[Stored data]
-------
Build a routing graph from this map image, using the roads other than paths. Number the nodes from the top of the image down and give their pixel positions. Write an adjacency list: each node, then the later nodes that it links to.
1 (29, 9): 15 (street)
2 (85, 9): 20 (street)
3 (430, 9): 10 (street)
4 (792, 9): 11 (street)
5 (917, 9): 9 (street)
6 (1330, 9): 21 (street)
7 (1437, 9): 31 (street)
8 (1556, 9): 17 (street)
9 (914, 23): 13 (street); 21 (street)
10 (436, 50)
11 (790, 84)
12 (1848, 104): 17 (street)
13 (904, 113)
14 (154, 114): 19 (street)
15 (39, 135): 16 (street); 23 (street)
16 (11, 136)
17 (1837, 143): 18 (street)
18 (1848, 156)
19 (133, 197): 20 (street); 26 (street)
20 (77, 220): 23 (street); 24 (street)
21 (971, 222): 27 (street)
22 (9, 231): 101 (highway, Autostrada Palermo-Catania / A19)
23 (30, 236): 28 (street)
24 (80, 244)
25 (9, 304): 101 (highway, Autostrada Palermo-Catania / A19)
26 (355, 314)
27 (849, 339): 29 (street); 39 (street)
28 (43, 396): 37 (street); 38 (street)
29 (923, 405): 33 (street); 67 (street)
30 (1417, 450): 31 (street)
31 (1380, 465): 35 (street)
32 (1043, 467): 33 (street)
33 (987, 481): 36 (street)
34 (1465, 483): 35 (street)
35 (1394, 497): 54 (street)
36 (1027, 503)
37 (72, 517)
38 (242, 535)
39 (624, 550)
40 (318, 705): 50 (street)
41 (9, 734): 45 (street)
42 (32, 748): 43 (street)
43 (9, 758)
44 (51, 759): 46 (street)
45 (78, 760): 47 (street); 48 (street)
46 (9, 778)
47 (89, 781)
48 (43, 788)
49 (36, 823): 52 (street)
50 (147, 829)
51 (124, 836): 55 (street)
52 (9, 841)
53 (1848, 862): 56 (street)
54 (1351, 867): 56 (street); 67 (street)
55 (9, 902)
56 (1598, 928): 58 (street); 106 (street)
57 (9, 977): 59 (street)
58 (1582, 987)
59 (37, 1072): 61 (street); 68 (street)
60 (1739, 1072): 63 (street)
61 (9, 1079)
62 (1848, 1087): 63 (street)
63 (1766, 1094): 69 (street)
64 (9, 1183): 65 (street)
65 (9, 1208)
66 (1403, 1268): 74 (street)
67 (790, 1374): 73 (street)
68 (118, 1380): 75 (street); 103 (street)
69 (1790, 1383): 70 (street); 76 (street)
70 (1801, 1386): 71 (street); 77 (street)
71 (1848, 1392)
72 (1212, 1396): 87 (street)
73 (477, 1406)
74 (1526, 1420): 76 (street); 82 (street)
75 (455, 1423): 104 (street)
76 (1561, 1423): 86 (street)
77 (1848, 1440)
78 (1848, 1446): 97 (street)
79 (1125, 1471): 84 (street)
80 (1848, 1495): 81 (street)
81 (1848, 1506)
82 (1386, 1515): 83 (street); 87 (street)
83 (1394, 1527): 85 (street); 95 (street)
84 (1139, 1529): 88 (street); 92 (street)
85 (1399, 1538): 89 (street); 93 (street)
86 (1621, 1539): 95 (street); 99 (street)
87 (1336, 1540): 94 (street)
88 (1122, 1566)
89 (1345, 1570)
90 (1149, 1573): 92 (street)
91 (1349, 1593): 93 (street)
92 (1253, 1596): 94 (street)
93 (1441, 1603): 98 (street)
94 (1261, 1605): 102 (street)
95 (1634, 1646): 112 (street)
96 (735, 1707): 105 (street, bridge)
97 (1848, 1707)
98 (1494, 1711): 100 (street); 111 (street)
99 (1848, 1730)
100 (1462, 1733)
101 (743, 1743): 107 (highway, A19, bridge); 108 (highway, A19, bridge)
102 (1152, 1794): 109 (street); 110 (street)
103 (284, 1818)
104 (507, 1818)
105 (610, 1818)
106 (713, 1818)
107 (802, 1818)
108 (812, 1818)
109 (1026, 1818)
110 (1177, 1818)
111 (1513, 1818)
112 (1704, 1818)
-------
#### [Instructions to follow]
Copy out the lines of the data where the string "highway" occurs.

#### [Task response]
22 (9, 231): 101 (highway, Autostrada Palermo-Catania / A19)
25 (9, 304): 101 (highway, Autostrada Palermo-Catania / A19)
101 (743, 1743): 107 (highway, A19, bridge); 108 (highway, A19, bridge)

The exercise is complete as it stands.